The federal judges last month tore into that district and others like it, stating that "the plausible explanation for District 1's configuration was the predominant desire to crack Democratic votes in Cincinnati, a cohesive center that would likely have elected a Democratic representative."

Overall, the map shows intent to draw districts for political gains, the lower court judges said.

“In this case, the bottom line is that the dominant party in state government manipulated district lines in an attempt to control electoral outcomes and thus direct the political ideology of the state’s congressional delegation,” the lower court judges' ruling reads.

According to the ruling, many of the districts are drawn — sometimes with wildly convoluted shapes — so as to divide up major population centers like Cincinnati, which have more liberal and minority voters. Heavily-urban Cuyahoga County, for example, is split four ways, each small section mixed with much more conservative suburban and rural areas.

That division devalues the votes of urban communities, including predominantly minority ones, critics say.

“For too long our communities have suffered and been marginalized through an abuse of power with gerrymandering," Ohio Legislative Black Caucus President State Rep. Stephanie Howse said in a statement after the federal court struck down the map. "Ohioans have been clamoring for change to our electoral maps since they voted to pass Issue 1 in May 2018 and today their voices have been heard.”

But Republican state officials say that the current map was drawn by Democrats and Republicans, who both gave up a district when the state lost two congressional seats due to a dwindling population. They also point out that the state will get a new congressional district map after the 2020 Census anyway after voters ratified Issue 1.

"The process of redistricting is inherently political and it needs a political solution," Ohio Attorney General Dave Yost said in February. "We have a new process in Ohio. And it's a much better process than what's gone on since the 1960s." 

Currently, the party controlling Ohio's General Assembly and governor's office has almost complete control over how congressional districts are drawn every 10 years. The current map was drawn up in 2011 mostly in a hotel room in Columbus rented for $9,600 in taxpayer money by staffers for Republican state legislators. Two of those two staffers, Ray DiRossi and Heather Mann, were each paid $105,000 as contractors for their work drawing the maps.

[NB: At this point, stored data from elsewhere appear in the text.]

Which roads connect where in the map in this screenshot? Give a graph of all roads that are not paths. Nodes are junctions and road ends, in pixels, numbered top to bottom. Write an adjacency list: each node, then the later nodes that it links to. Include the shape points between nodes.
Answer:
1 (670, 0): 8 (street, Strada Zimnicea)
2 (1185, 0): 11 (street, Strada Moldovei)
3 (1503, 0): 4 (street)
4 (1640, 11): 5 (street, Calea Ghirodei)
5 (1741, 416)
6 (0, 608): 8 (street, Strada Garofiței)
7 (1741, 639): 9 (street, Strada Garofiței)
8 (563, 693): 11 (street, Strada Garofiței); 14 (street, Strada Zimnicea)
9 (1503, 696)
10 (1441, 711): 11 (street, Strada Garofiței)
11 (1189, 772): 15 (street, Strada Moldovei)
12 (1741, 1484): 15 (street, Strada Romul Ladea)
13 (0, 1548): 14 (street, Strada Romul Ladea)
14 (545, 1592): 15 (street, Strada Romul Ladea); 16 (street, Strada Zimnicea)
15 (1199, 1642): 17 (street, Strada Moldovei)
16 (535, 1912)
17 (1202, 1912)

The group working on the redistricting project called the hotel room "the bunker." Correspondence between those working on the map and others within the GOP shows that, among other changes, mapmakers redrew boundaries to include now-Ohio GOP Chair Jane Timken's headquarters in Canton in U.S. Rep. Jim Renacci's district. At the time, Timken was the vice chair of the Stark County GOP and a major Renacci donor.

The request for that change and others came from the office of then U.S. House Speaker John Boehner, who, according to the correspondence, had final say over the map. 

In May last year, Ohio voters approved Issue 1, which seeks to reform the redistricting process. Under the reforms, legislatures will still draw the maps, but at least half of Democrats and half of Republicans in the legislature will have to approve the maps. If they can't agree, a seven-member, bipartisan lawmaker commission will take over the redistricting, with at least two votes from members of each party needed to approve a map. If that also fails, the legislature can then draw a map without any restrictions — but it will be good for only four years, not 10. 

The groups bringing the suit filed last year say that Ohioans shouldn't have to wait for the coming Census to have districts that represent them. 

Now, however, it looks like they will at least have to wait until the Supreme Court decides on cases elsewhere.